Read through the records. Copy each line that has the word "main".

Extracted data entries
- - - - -

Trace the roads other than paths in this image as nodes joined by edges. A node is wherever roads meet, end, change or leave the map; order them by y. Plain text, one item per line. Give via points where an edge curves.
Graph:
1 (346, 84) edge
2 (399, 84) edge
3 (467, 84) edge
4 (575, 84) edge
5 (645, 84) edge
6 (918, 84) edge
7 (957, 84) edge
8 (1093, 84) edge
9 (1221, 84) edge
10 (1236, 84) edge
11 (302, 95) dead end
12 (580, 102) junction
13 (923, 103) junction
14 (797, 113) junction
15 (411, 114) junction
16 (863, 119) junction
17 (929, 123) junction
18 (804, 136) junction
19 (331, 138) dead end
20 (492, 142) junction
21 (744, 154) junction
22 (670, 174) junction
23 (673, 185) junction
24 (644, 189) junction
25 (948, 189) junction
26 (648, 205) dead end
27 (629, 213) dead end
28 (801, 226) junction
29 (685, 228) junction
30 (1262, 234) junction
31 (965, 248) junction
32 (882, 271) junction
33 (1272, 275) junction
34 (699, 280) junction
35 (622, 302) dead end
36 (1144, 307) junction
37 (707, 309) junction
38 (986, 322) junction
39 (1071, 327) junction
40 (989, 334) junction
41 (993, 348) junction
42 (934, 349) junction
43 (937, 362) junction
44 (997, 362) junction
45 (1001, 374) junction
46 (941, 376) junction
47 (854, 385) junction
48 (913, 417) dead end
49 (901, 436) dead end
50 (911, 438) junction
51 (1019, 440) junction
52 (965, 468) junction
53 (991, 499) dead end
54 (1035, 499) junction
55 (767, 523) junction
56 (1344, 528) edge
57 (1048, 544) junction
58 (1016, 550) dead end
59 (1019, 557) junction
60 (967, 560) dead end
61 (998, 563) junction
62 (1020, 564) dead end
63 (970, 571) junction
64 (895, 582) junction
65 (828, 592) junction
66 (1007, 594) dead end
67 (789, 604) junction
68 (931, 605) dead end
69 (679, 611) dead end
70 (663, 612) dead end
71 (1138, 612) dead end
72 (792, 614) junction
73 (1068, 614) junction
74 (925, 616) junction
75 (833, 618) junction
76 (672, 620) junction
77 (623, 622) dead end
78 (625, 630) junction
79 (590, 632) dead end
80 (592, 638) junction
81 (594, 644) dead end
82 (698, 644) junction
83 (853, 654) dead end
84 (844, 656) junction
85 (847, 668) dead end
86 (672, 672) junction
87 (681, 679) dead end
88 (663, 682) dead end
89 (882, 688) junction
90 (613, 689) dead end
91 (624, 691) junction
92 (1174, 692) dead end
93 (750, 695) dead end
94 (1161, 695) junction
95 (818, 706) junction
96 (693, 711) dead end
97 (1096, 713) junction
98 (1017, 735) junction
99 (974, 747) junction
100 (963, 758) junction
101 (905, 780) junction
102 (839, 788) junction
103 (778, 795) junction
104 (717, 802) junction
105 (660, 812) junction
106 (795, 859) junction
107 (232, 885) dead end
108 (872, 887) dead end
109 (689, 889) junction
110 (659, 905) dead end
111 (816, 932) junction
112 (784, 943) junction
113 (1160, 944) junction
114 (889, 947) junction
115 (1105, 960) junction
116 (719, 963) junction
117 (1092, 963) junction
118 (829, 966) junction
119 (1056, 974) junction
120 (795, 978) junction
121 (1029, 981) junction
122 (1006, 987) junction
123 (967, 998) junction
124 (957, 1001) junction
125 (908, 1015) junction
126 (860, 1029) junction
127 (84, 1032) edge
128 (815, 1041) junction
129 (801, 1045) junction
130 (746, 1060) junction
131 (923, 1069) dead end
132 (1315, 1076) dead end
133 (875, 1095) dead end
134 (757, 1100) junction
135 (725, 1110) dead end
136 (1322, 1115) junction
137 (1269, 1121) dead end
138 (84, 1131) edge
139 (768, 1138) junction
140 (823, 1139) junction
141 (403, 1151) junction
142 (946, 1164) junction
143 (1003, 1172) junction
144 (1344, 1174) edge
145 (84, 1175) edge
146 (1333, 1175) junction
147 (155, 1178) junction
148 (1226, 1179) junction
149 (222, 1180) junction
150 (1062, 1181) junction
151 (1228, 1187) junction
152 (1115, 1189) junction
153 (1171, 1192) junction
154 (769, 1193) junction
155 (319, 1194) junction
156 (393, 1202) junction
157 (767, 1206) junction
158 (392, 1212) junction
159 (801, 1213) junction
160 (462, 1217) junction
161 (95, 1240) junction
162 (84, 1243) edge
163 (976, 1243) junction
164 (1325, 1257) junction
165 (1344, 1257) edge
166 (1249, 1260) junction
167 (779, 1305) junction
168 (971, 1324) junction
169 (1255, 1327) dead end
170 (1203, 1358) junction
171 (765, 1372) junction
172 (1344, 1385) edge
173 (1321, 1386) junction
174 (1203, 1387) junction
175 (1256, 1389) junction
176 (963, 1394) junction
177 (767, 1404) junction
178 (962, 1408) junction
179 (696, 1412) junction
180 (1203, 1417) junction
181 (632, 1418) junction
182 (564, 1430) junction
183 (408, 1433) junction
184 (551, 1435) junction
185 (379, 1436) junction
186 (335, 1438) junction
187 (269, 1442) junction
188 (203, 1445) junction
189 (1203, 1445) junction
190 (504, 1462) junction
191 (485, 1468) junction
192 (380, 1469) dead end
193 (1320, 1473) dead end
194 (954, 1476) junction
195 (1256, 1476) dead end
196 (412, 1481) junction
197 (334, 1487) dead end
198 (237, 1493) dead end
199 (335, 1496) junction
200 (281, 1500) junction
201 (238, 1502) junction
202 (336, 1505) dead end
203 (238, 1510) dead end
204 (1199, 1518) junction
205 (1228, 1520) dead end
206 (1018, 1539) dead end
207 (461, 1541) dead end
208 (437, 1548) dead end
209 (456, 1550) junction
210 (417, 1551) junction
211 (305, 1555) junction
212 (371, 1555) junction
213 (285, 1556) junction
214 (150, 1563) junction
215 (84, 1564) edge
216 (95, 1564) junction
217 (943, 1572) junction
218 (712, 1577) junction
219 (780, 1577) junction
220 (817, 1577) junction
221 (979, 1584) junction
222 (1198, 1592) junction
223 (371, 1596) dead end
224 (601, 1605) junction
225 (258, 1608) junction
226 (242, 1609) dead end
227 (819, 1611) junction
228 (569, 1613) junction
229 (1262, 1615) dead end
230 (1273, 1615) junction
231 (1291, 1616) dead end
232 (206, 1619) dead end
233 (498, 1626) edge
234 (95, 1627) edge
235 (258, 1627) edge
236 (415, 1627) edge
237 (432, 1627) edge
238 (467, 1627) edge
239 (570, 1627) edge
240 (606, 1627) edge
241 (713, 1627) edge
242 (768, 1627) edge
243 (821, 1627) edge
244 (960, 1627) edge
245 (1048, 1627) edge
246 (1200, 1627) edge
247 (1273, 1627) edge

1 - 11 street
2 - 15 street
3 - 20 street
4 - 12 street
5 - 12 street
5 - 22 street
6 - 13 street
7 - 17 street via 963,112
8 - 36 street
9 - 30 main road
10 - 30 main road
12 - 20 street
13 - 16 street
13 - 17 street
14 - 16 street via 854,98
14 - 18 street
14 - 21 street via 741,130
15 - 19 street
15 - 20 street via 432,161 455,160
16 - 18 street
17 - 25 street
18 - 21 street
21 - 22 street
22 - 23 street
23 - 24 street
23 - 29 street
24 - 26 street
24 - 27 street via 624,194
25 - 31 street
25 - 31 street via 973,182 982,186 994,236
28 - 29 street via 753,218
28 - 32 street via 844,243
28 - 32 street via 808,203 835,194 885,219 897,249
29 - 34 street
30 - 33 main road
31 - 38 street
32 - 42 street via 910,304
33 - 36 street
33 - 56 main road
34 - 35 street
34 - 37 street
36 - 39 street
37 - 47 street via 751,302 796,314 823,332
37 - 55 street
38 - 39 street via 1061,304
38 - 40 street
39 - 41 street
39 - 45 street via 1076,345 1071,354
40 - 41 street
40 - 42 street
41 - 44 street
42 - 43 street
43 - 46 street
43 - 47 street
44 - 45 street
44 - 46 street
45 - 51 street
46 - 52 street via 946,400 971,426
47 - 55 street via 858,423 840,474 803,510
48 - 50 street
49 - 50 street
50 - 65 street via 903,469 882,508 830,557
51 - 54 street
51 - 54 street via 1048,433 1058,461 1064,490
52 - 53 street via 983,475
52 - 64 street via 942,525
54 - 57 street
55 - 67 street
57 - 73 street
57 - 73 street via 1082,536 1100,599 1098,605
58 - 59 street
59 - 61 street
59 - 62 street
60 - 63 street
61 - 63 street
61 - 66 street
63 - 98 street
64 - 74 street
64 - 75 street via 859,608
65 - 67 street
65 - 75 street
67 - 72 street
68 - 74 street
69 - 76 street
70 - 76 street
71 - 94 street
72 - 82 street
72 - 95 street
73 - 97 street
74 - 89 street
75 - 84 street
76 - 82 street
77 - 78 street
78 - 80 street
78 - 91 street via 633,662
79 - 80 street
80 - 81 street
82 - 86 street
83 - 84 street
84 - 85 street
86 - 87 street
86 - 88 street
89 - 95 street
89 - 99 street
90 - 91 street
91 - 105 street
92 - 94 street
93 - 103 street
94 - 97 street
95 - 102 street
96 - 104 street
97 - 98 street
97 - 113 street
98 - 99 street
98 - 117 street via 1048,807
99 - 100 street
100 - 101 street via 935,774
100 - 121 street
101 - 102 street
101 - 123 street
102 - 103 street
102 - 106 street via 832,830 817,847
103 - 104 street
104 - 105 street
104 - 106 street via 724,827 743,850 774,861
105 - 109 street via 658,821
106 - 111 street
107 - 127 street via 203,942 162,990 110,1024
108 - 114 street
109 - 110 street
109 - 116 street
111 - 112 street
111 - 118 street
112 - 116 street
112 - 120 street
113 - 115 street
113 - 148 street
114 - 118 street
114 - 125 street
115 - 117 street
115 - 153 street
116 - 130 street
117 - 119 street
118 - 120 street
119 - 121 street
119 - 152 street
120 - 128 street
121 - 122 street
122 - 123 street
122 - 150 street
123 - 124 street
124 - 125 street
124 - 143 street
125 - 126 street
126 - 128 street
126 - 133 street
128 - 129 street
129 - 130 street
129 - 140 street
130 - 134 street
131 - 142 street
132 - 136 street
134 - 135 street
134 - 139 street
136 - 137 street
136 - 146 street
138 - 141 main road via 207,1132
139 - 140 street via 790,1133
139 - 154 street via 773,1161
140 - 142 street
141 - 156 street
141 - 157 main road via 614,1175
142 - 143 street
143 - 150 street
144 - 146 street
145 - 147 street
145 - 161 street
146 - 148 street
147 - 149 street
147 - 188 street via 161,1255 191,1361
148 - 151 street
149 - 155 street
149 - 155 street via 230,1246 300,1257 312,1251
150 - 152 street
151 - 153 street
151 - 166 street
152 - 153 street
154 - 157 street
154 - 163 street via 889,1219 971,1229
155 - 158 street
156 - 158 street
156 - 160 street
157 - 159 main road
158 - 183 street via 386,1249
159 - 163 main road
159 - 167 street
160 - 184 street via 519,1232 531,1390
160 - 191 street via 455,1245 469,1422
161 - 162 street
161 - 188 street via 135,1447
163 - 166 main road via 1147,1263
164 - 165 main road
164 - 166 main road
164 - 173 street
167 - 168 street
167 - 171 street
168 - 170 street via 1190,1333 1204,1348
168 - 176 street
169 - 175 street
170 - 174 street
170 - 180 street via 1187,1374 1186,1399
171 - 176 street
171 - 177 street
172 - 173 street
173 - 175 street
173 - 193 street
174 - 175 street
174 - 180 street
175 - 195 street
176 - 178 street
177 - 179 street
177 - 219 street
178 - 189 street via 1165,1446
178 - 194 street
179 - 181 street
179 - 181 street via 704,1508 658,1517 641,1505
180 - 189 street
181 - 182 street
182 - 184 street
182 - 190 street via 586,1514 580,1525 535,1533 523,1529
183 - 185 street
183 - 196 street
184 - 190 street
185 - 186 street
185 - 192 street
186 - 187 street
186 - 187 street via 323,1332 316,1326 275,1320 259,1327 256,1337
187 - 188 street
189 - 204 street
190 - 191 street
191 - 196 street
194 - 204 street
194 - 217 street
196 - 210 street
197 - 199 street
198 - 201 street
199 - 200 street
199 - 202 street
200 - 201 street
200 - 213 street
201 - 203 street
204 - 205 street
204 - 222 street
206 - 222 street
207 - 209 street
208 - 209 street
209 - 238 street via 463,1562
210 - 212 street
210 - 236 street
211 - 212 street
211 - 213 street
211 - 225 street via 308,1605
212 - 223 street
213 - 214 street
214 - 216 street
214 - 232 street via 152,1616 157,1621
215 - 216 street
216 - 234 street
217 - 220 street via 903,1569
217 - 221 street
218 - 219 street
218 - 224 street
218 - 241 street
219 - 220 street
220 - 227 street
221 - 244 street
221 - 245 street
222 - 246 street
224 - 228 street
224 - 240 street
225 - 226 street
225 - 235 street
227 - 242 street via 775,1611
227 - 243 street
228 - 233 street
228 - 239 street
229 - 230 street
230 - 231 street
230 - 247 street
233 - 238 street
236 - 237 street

- - - - -

SOLUTION TO THE PROBLEM
9 - 30 main road
10 - 30 main road
30 - 33 main road
33 - 56 main road
138 - 141 main road via 207,1132
141 - 157 main road via 614,1175
157 - 159 main road
159 - 163 main road
163 - 166 main road via 1147,1263
164 - 165 main road
164 - 166 main road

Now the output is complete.